### Assigned task
Within the data below, find the string "Park" and return each line where it occurs.

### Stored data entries
*** Begin section ***
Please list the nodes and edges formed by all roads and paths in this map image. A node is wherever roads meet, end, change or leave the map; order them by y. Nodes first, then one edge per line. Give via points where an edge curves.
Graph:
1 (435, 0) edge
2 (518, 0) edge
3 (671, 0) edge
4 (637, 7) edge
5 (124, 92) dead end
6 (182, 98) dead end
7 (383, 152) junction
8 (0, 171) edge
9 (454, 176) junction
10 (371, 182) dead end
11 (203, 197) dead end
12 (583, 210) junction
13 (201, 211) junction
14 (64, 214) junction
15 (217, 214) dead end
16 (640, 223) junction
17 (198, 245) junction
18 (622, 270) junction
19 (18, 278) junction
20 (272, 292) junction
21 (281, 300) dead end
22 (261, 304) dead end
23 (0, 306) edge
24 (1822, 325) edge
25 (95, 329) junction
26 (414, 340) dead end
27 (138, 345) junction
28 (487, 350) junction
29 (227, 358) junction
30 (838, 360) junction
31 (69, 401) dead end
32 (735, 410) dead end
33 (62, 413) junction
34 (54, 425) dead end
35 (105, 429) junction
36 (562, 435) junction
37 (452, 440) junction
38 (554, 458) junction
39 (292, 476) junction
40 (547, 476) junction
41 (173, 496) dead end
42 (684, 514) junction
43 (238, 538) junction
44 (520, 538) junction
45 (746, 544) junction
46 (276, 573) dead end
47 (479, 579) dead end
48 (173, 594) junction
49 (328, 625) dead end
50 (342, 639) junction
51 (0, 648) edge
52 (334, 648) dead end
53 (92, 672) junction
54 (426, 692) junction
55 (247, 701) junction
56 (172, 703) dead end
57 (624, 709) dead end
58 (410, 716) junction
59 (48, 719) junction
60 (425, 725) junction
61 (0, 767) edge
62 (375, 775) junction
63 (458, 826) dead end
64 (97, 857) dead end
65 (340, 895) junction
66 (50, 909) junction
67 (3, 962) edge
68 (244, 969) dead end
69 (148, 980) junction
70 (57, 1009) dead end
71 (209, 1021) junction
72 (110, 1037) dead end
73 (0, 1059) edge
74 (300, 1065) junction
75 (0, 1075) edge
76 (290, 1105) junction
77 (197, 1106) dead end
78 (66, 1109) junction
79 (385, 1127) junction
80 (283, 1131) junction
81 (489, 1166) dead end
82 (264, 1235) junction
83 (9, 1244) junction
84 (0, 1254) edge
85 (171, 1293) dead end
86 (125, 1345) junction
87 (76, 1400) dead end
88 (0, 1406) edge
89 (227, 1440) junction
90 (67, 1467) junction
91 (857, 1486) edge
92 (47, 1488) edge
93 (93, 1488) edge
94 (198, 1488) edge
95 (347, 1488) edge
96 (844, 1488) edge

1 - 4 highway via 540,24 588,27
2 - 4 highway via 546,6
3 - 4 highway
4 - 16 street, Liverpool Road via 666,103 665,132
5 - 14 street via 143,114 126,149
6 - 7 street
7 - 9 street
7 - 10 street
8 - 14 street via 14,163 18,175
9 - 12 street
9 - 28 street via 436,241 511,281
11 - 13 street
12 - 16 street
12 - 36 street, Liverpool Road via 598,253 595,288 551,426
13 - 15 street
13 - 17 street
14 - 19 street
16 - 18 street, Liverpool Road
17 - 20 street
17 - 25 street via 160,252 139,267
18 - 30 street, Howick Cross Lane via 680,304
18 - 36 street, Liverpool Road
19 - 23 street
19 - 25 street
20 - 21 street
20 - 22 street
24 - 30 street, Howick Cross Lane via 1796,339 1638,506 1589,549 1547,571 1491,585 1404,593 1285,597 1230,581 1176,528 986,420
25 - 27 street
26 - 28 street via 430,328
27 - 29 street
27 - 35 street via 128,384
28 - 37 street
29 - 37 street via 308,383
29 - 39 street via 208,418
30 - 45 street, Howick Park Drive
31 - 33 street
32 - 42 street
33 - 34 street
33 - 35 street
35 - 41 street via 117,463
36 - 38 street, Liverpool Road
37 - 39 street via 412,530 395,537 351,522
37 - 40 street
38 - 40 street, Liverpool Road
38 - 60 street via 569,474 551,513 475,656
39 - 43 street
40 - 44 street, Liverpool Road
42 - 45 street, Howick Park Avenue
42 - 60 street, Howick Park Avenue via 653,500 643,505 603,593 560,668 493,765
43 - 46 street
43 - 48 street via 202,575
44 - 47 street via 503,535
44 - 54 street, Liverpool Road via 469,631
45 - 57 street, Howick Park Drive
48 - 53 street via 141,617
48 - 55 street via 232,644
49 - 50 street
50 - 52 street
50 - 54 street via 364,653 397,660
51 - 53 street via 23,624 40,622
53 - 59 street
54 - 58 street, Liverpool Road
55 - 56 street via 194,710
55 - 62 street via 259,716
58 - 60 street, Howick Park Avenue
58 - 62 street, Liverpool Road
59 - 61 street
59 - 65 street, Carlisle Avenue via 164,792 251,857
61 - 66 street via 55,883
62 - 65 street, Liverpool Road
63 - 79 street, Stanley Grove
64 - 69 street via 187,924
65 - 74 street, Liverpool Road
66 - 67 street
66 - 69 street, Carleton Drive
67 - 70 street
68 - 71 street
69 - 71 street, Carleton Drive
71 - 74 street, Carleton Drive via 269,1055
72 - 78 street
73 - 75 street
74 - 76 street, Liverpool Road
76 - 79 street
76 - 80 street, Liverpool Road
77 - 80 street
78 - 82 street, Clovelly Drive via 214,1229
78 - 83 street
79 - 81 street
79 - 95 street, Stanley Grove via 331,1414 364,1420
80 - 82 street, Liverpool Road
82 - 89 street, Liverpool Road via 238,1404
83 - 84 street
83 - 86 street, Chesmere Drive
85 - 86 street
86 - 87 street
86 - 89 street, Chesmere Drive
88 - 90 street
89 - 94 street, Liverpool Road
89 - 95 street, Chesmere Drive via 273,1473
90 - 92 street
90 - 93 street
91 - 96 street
*** End section ***
### Answer
30 - 45 street, Howick Park Drive
42 - 45 street, Howick Park Avenue
42 - 60 street, Howick Park Avenue via 653,500 643,505 603,593 560,668 493,765
45 - 57 street, Howick Park Drive
58 - 60 street, Howick Park Avenue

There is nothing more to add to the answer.